Study design | Tested drug | Result | Reference |
---|---|---|---|
Cross sectional | ACE-Is and ARBs | Reduce cognitive decline | Ellul et al., 2007 |
Observational | ACEIs | Slow decline of memory and daily functions | Hajjar et al., 2008 |
Case Control | ACE-Is and ARBs | Decease incidence of AD | Davies et al., 2011 |
Cohort | ARBs | Reduction in the incidence and progression of AD | Li et al., 2010 |
Cohort | ACE-Is | Slow cognitive decline | Soto et al., 2013 |
Observational | RAS-Ms | Slows cognitive decline | Wharton et al., 2015 |
Observational | CACE-Is | Reduce functional decline | O’Caoimh et al., 2014 |
Cohort | ACEIs | Not effect on cognitive decline | Zhuang et al., 2016 |
ACEIs, angiotensin converting enzyme inhibitors; ARBs, angiotensin II Receptor Blockers; RAS-Ms, renin angiotensin system medications; CACE-I, centrally acting Angiotensin converting enzyme inhibitors.
Genetic Studies
Genetic studies have also reported for the associate of ACE with AD (Elkins et al., 2004).
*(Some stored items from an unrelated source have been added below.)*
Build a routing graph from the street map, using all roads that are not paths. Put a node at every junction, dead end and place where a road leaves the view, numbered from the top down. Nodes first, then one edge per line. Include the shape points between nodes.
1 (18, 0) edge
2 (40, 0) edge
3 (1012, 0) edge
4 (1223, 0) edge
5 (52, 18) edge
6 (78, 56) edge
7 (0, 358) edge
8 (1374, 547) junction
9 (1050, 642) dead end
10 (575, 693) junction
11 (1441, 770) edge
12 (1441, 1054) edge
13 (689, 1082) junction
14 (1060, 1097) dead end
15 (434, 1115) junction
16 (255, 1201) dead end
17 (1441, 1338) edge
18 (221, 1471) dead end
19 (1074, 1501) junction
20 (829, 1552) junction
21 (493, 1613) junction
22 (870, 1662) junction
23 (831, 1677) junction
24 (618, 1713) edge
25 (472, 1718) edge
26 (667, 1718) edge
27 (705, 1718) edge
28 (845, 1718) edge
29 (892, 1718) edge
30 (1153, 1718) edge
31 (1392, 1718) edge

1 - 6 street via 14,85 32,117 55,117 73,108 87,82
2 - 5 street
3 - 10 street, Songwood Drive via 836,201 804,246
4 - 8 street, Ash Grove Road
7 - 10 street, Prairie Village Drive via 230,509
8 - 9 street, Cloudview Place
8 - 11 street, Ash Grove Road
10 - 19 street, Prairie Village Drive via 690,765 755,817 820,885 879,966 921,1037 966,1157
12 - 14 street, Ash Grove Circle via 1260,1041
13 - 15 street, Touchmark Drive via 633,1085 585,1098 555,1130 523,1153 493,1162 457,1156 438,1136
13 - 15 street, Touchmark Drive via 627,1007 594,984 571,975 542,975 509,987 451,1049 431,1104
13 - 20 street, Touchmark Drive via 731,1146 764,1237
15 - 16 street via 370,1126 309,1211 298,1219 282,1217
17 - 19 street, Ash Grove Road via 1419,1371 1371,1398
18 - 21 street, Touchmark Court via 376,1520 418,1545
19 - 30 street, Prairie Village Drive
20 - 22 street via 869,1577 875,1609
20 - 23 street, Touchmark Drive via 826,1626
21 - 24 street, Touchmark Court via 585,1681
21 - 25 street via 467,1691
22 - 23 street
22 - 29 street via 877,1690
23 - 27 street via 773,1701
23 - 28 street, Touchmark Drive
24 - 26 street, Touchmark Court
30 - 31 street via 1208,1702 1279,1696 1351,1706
ACE protein is coded by several genes containing various variants, specifically the insertion/deletion variant (rs1799752) have been associated with AD. Some other variants, including single nucleotide polymorphisms rs4291A > T located 240 base pair from the initiation codon, and rs4343G > A encoding a silent mutation in exon 16 were also thought to be involved in AD (Helbecque et al., 2009; Gaiteri et al., 2016). AD patients with the haplotype of rs1800764 (CC): rs4291 (TT) responded better for ACEIs that can cross the blood brain barrier (captopril or perindopril). However, the response was not significant among independent carriers of rs1800764 or rs429 (de Oliveira et al., 2014). Further stratification showed the benefit of ACEIs among ACE haplotypes (rs1800764 – T and rs4291 – A) and Apolipoprotein (APOE4) – carriers (rs1800764 – T or rs4291 – T). Nevertheless, APOE4+ carriers were non-responsive for ACEIs indicating the role of genetic variation and ACEIs response rate among AD patients (de Oliveira et al., 2018).
Conclusion
Understanding AD in terms of various pathophysiological pathways is worthwhile to unravel the complex nature of the disease process and identifying potential therapeutic targets. The brain RAS is reported to be involved in the development and progression of AD through AT1 receptor via increasing the production of amyloid-β, oxidative stress, inflammatory processes, and decreasing release of acetylcholine. However, RAS also is reported to have protective effect against AD. Through AT2 receptor activation that counterbalances the deleterious effects of AT1 receptor mediated RAS effects. With concept, beneficial effect of ARBs against AD is via the unopposed action of Ang II on AT2 receptors it as AT1 receptor is blocked these drugs increased Ang II concentration to act on AT2 receptor. ACE is reported to be involved in breakdown of amyloid β peptides, but most of the studies have contradicting result. This requires further understanding especially involvement of ACE in cleavage of amyloid β peptides in vivo. In summary, RAS through AT1 receptor is linked with AD pathology through its action on neurovascular change, oxidative stress, and inflammation as evidenced by the protective role of ARBs and ACEIs both in patients and animal models. However, the role of RAS in AD pathology is still not well established and need further in-depth understanding.
Author Contributions
AG conducted the review and prepared the first draft while all authors contributed to substantial enhancement of the manuscript.
Conflict of Interest Statement
The authors declare that the research was conducted in the absence of any commercial or financial relationships that could be construed as a potential conflict of interest.